A Family With A20 Haploinsufficiency Presenting With Novel Clinical Manifestations and Challenges for Treatment

Background Tumor necrosis factor alpha-induced protein 3 gene (TNFAIP3, also called A20) haploinsufficiency (HA20) leads to autoinflammation and autoimmunity. We have recently shown that a p.(Lys91*) mutation in A20 disrupts nuclear factor kappa B signaling, impairs protein-protein interactions of A20, and leads to inflammasome activation. Methods We now describe the clinical presentations and drug responses in a family with HA20 p.(Lys91*) mutation, consistent with our previously reported diverse immunological and functional findings. Results We report for the first time that inflammasome-mediated autoinflammatory lung reaction caused by HA20 can be treated with interleukin 1 antagonist anakinra. We also describe severe anemia related to HA20 successfully treated with mycophenolate.
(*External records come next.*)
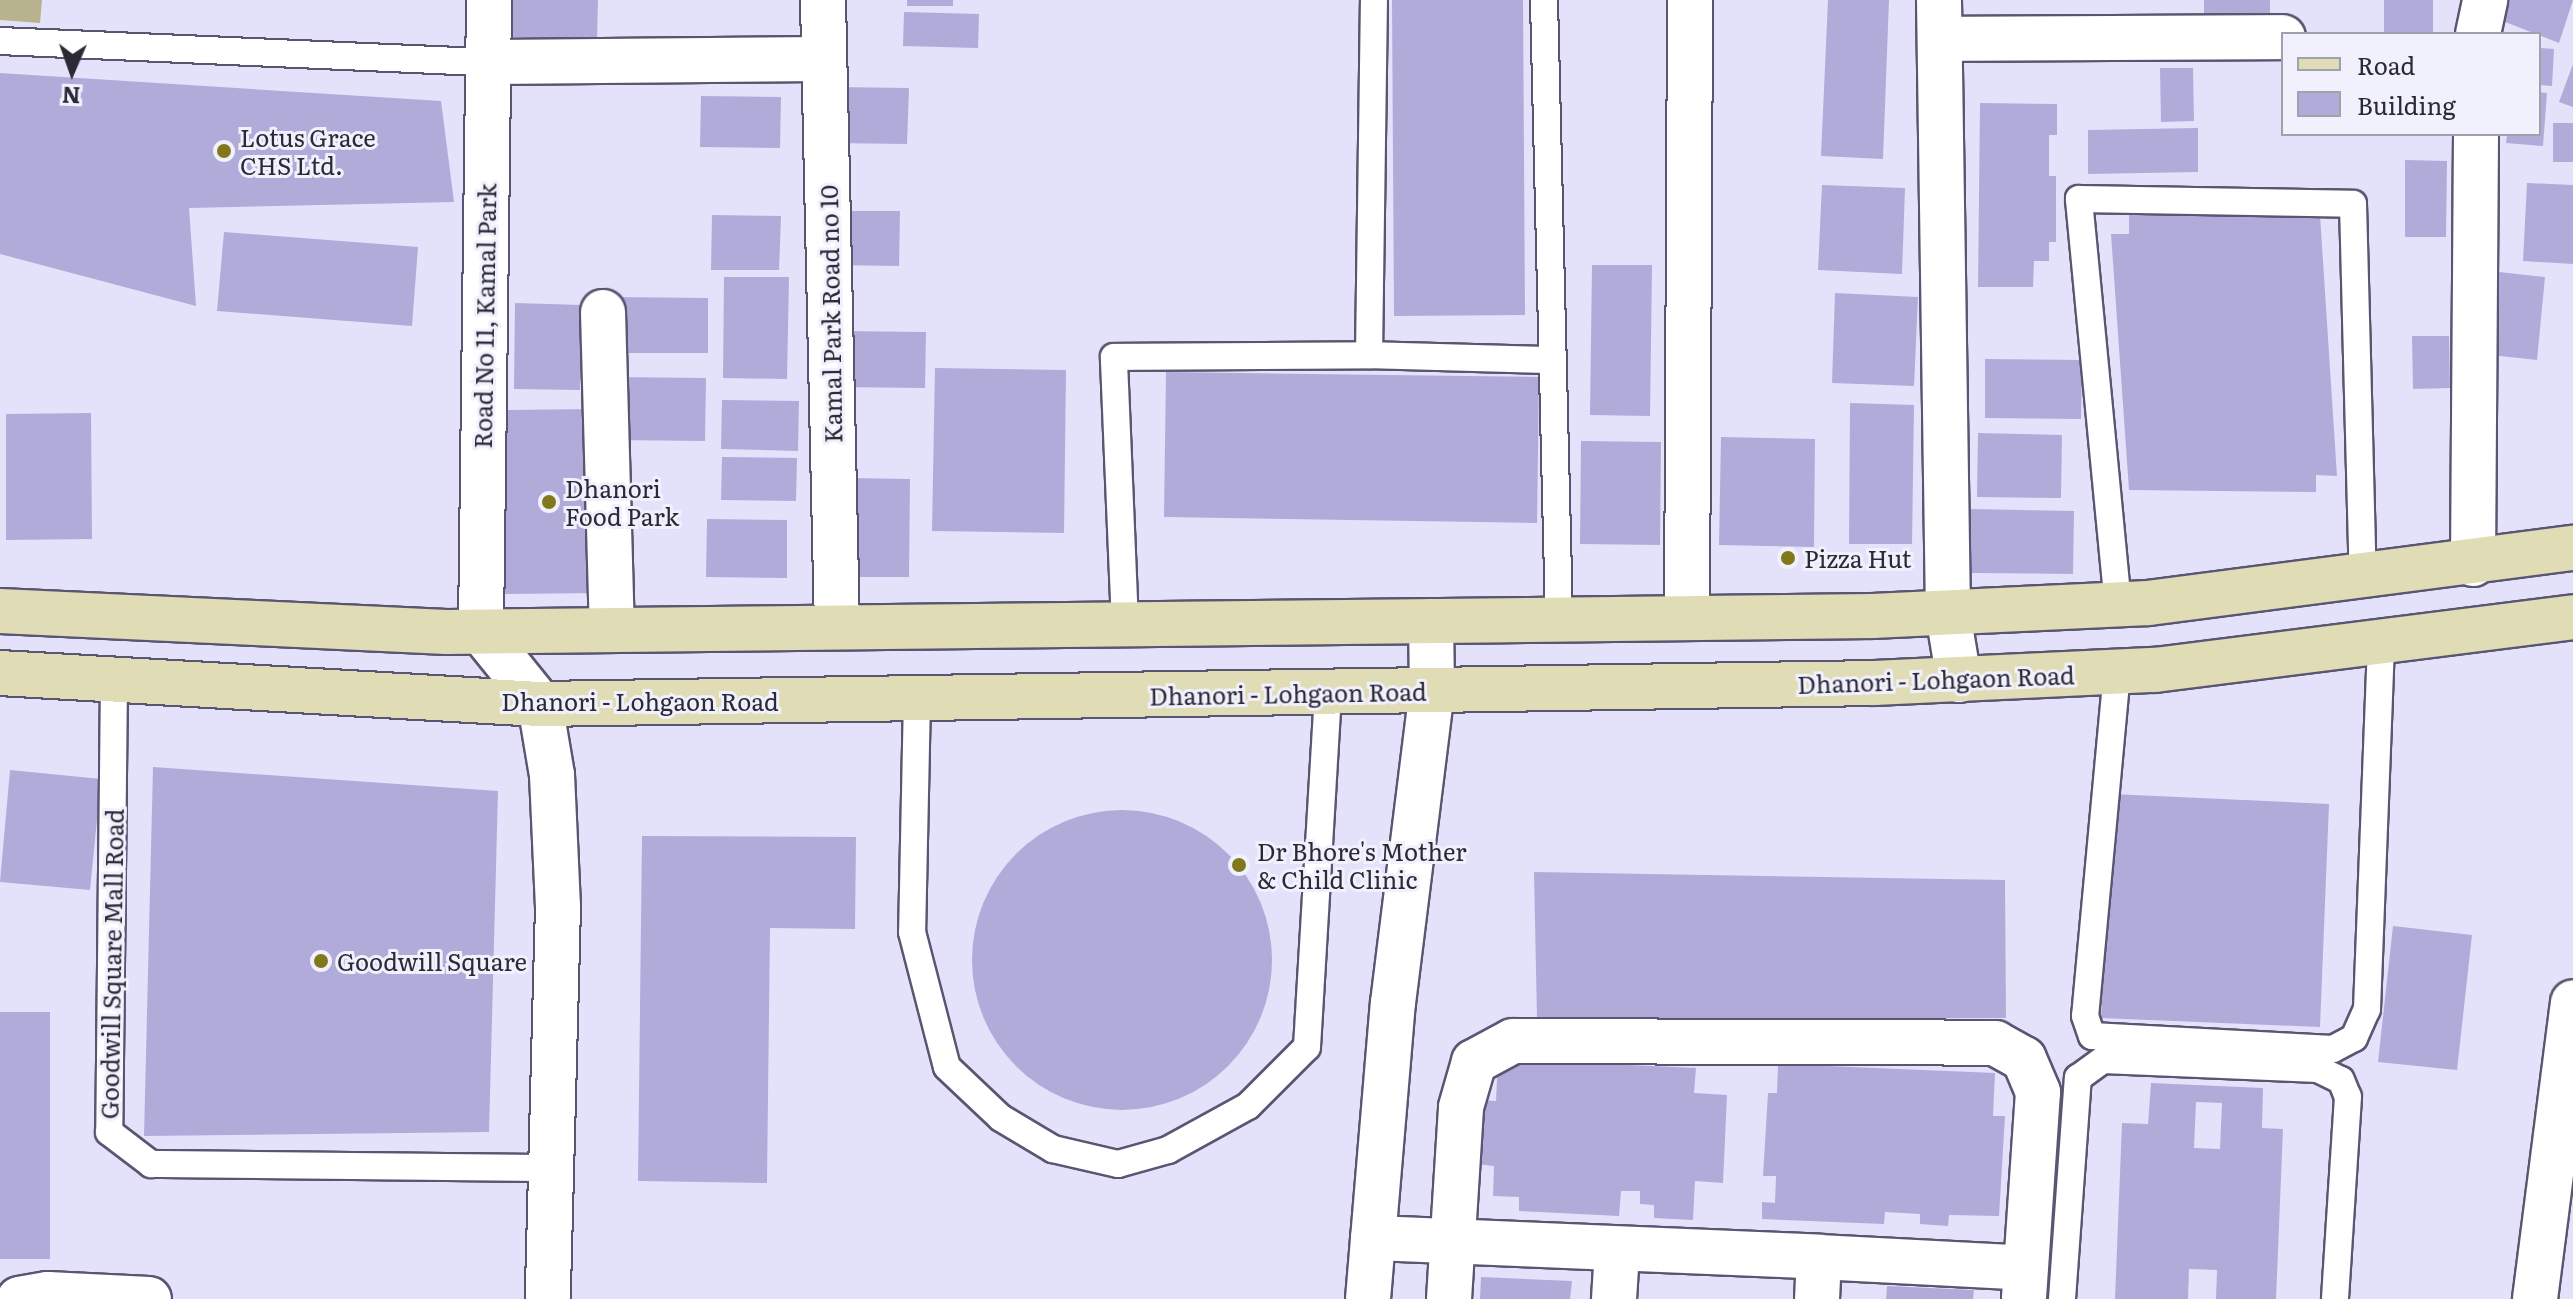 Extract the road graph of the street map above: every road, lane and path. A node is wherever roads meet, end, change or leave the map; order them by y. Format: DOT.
graph roads {
  1 [pos="489,0"];
  2 [pos="823,0"];
  3 [pos="1374,0"];
  4 [pos="1544,0"];
  5 [pos="1690,0"];
  6 [pos="2485,0"];
  7 [pos="1940,20"];
  8 [pos="2478,32"];
  9 [pos="2281,37"];
  10 [pos="0,41"];
  11 [pos="824,59"];
  12 [pos="487,62"];
  13 [pos="2476,136"];
  14 [pos="603,312"];
  15 [pos="1369,355"];
  16 [pos="1552,360"];
  17 [pos="2573,548"];
  18 [pos="2473,564"];
  19 [pos="2363,576"];
  20 [pos="2118,605"];
  21 [pos="0,611"];
  22 [pos="1948,614"];
  23 [pos="2573,617"];
  24 [pos="1687,618"];
  25 [pos="1559,620"];
  26 [pos="1431,621"];
  27 [pos="1125,624"];
  28 [pos="837,627"];
  29 [pos="612,630"];
  30 [pos="481,631"];
  31 [pos="2381,642"];
  32 [pos="2117,672"];
  33 [pos="0,673"];
  34 [pos="114,679"];
  35 [pos="1959,680"];
  36 [pos="1432,690"];
  37 [pos="1328,692"];
  38 [pos="917,698"];
  39 [pos="540,704"];
  40 [pos="2573,1002"];
  41 [pos="552,1168"];
  42 [pos="1373,1238"];
  43 [pos="1454,1241"];
  44 [pos="1617,1251"];
  45 [pos="1818,1278"];
  46 [pos="2025,1284"];
  47 [pos="19,1299"];
  48 [pos="149,1299"];
  49 [pos="548,1299"];
  50 [pos="1368,1299"];
  51 [pos="1449,1299"];
  52 [pos="1614,1299"];
  53 [pos="2062,1299"];
  54 [pos="2335,1299"];
  55 [pos="2535,1299"];
  1 -- 12 [label="street, Road No 11, Kamal Park"];
  2 -- 11 [label="street, Kamal Park Road no 10"];
  3 -- 15 [label="lane"];
  4 -- 16 [label="lane"];
  5 -- 24 [label="street"];
  6 -- 8 [label="street"];
  7 -- 9 [label="street"];
  7 -- 22 [label="street"];
  10 -- 12 [label="lane"];
  11 -- 12 [label="street"];
  11 -- 28 [label="street, Kamal Park Road no 10"];
  12 -- 30 [label="street, Road No 11, Kamal Park"];
  13 -- 18 [label="street"];
  14 -- 29 [label="street"];
  15 -- 16 [label="lane"];
  15 -- 27 [label="lane"];
  16 -- 25 [label="lane"];
  17 -- 18 [label="main road"];
  18 -- 19 [label="main road"];
  19 -- 20 [label="main road"];
  19 -- 20 [label="lane"];
  20 -- 22 [label="main road"];
  21 -- 30 [label="main road"];
  22 -- 24 [label="main road"];
  22 -- 35 [label="street"];
  23 -- 31 [label="main road, Dhanori - Lohgaon Road"];
  24 -- 25 [label="main road"];
  25 -- 26 [label="main road"];
  26 -- 27 [label="main road"];
  26 -- 36 [label="street"];
  27 -- 28 [label="main road"];
  28 -- 29 [label="main road"];
  29 -- 30 [label="main road"];
  30 -- 39 [label="street"];
  31 -- 32 [label="main road, Dhanori - Lohgaon Road"];
  31 -- 32 [label="lane"];
  32 -- 35 [label="main road, Dhanori - Lohgaon Road"];
  33 -- 34 [label="main road, Dhanori - Lohgaon Road"];
  34 -- 39 [label="main road, Dhanori - Lohgaon Road"];
  34 -- 41 [label="lane, Goodwill Square Mall Road"];
  35 -- 36 [label="main road, Dhanori - Lohgaon Road"];
  36 -- 37 [label="main road, Dhanori - Lohgaon Road"];
  36 -- 42 [label="street"];
  37 -- 38 [label="main road, Dhanori - Lohgaon Road"];
  37 -- 38 [label="lane"];
  38 -- 39 [label="main road, Dhanori - Lohgaon Road"];
  39 -- 41 [label="street"];
  40 -- 55 [label="street"];
  41 -- 49 [label="street"];
  42 -- 43 [label="street"];
  42 -- 50 [label="street"];
  43 -- 44 [label="street"];
  43 -- 46 [label="street"];
  43 -- 51 [label="street"];
  44 -- 45 [label="street"];
  44 -- 52 [label="street"];
  45 -- 46 [label="street"];
  47 -- 48 [label="street"];
  53 -- 54 [label="lane"];
}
In addition, HA20 p.(Lys91*) was found to associate with autoimmune thyroid disease, juvenile idiopathic arthritis, psoriasis, liver disease, and immunodeficiency presenting with specific antibody deficiency and genital papillomatosis. Conclusions We conclude that HA20 may lead to combination of inflammation, immunodeficiency, and autoimmunity. The condition may present with variable and unpredictable symptoms with atypical treatment responses.